Sunscreen is necessary to avoid the sun's harmful rays, but if you are sensitive to creams and lotions, wearing it may be difficult. If you experience redness, swelling and/or blisters just minutes or even days after applying it, you may be experiencing contact dermatitis (the term meaning a skin reaction to a substance). If the reaction is severe, call a doctor immediately. But there are a few things you can do for instant treatment.
Remove any traces of the sunscreen. Wash your body with a mild cleanser and water. Use a washcloth to gently wash the sunscreen off your skin. Do not harshly rub, as this will only cause further irritation.
Lightly and gently apply a hydrocortisone cream, which is available at your local drugstore. This will help calm the skin down and take away some of the redness.

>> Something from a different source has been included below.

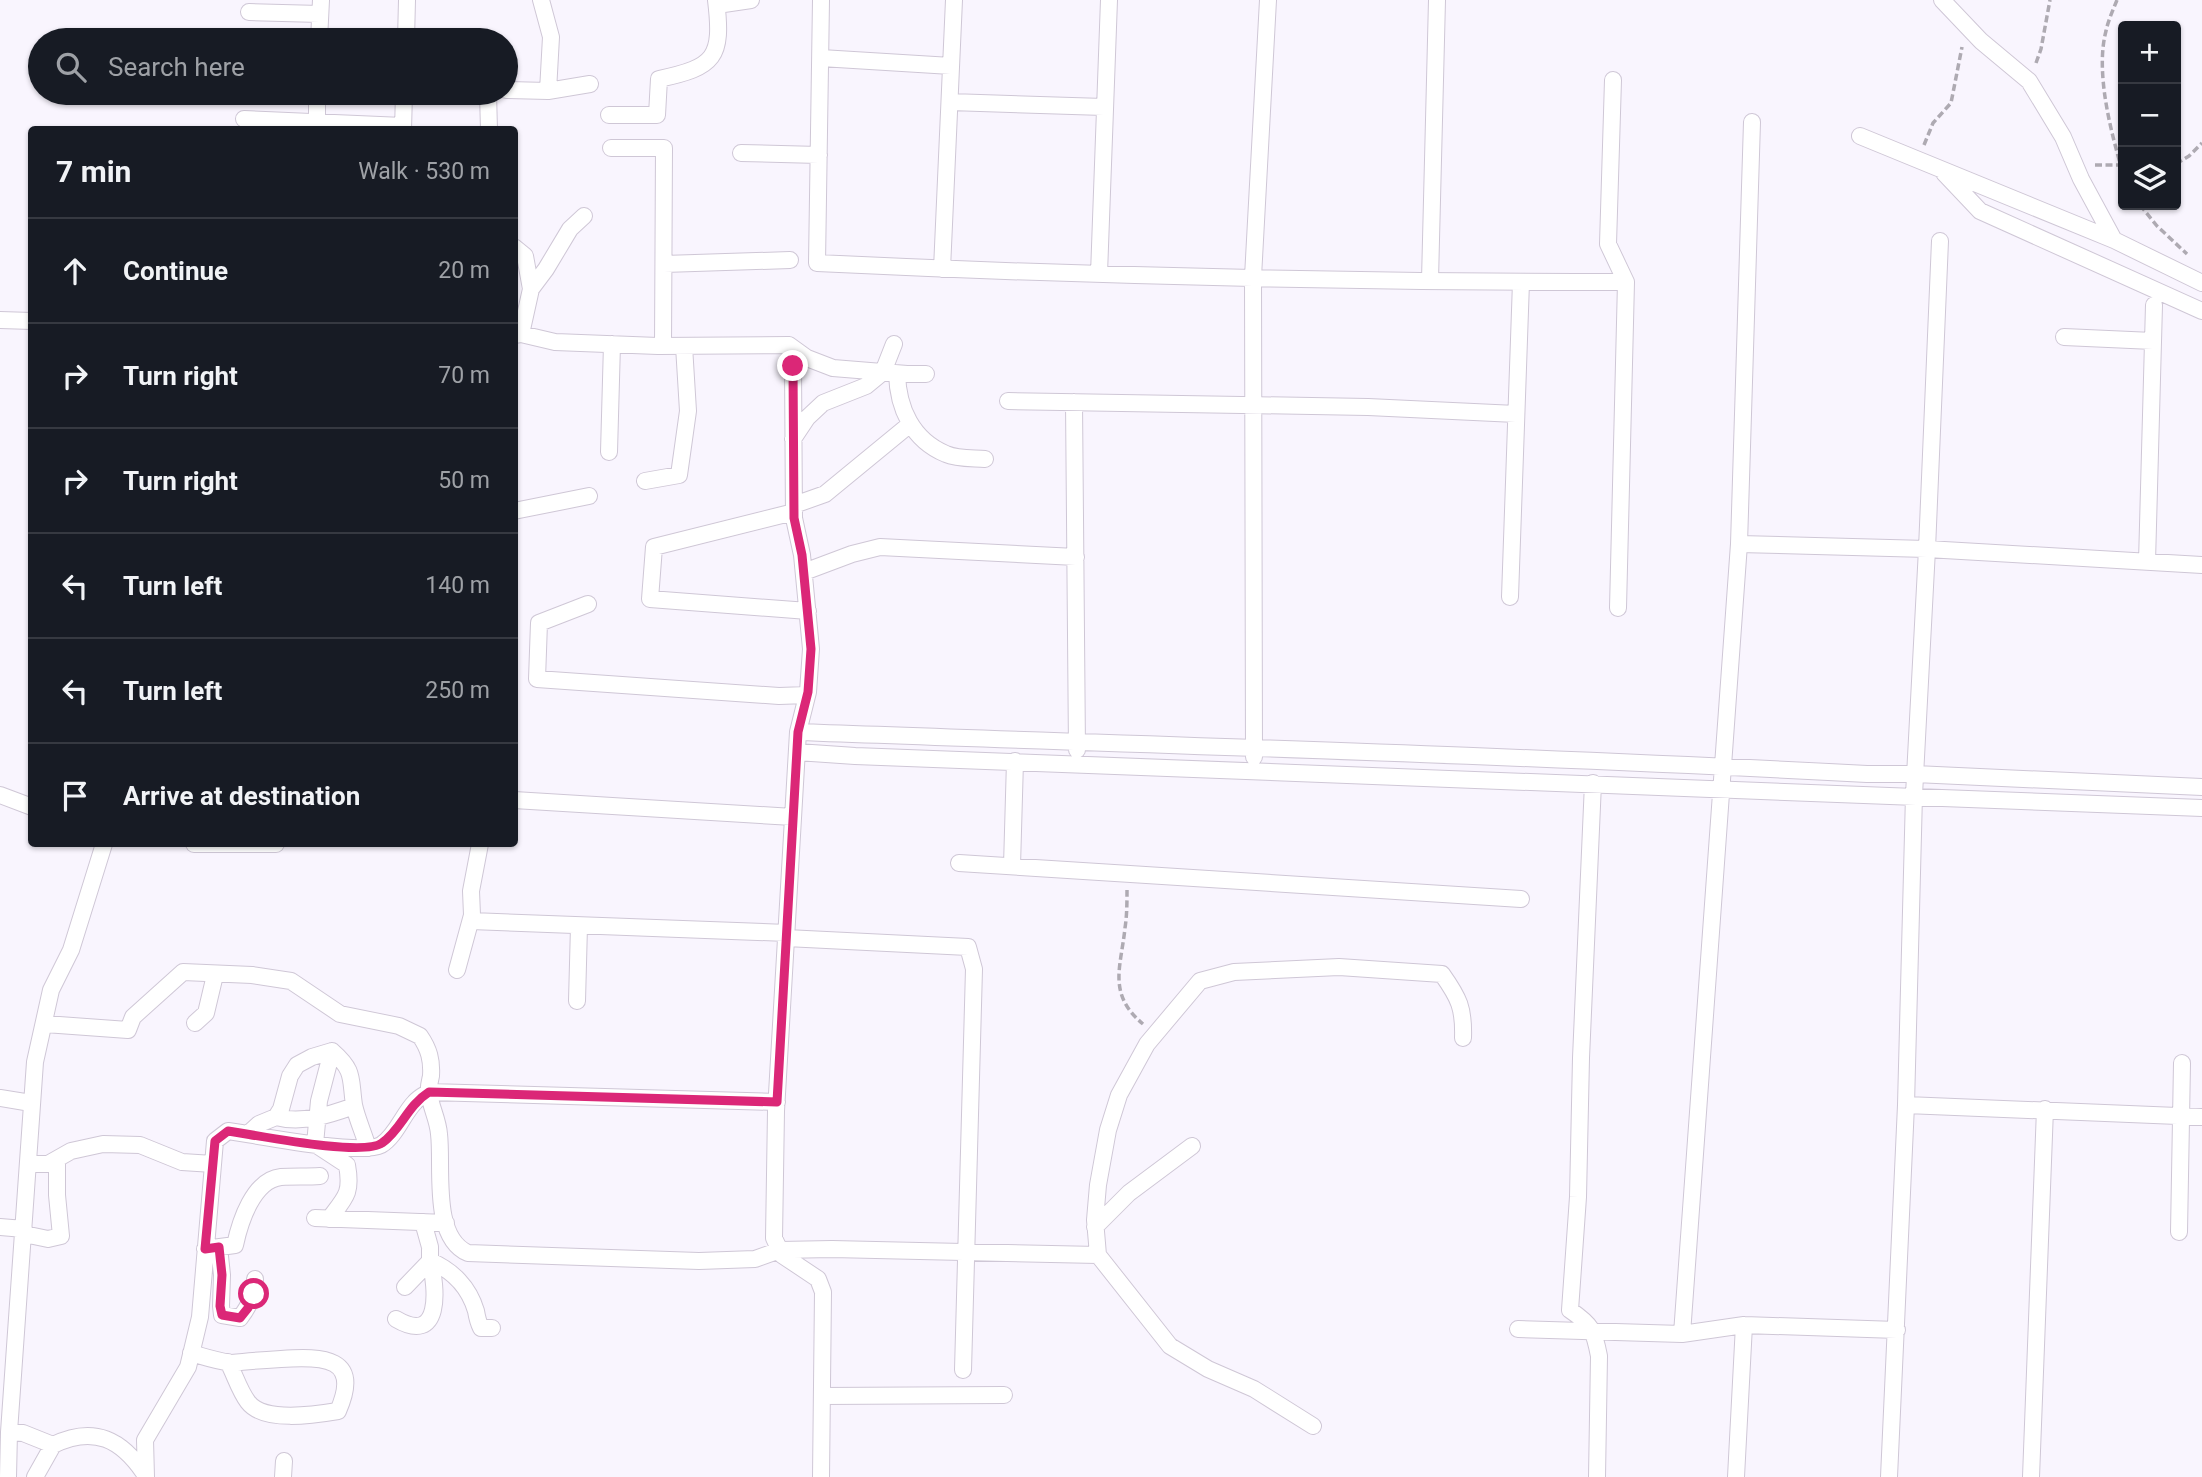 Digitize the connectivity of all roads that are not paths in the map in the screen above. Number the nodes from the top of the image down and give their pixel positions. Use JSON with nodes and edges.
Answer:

Call a dermatologist for further testing. Be sure to bring in the product with you. He can check to see which substances you are allergic to through various allergy testing materials. It may be that you are allergic to the fragrances or dyes found within that particular sunscreen.
If you find yourself with a reaction to sunscreen, be sure to look for ingredients such as benzophenone 4, 4-aminobenzoic acid, 2-ethylhexyl-4-dimethylaminobenzoate, Para-Aminobenzoic Acid (PABA), and Arlatone UVB on any bottle of sunscreen. These are substances which can cause an allergic reaction. Look for sunscreens that contain only titanium dioxide and zinc oxide. They work better for those with sensitive skin. Read product labels carefully. The best manner to treat contact dermatitis is avoidance. Test a small amount of sunscreen before you rub it all over your body. Rub a small amount of the sunscreen on the back of your arm and leave it on for 48 hours. Then, check to see if any reaction has occurred. If so, discontinue the use of the product.
As always, avoid prolonged periods of sun and always use an SPF of at least 25. Do not use a reaction as a reason not to put on sunscreen. See a dermatologist to discuss your options.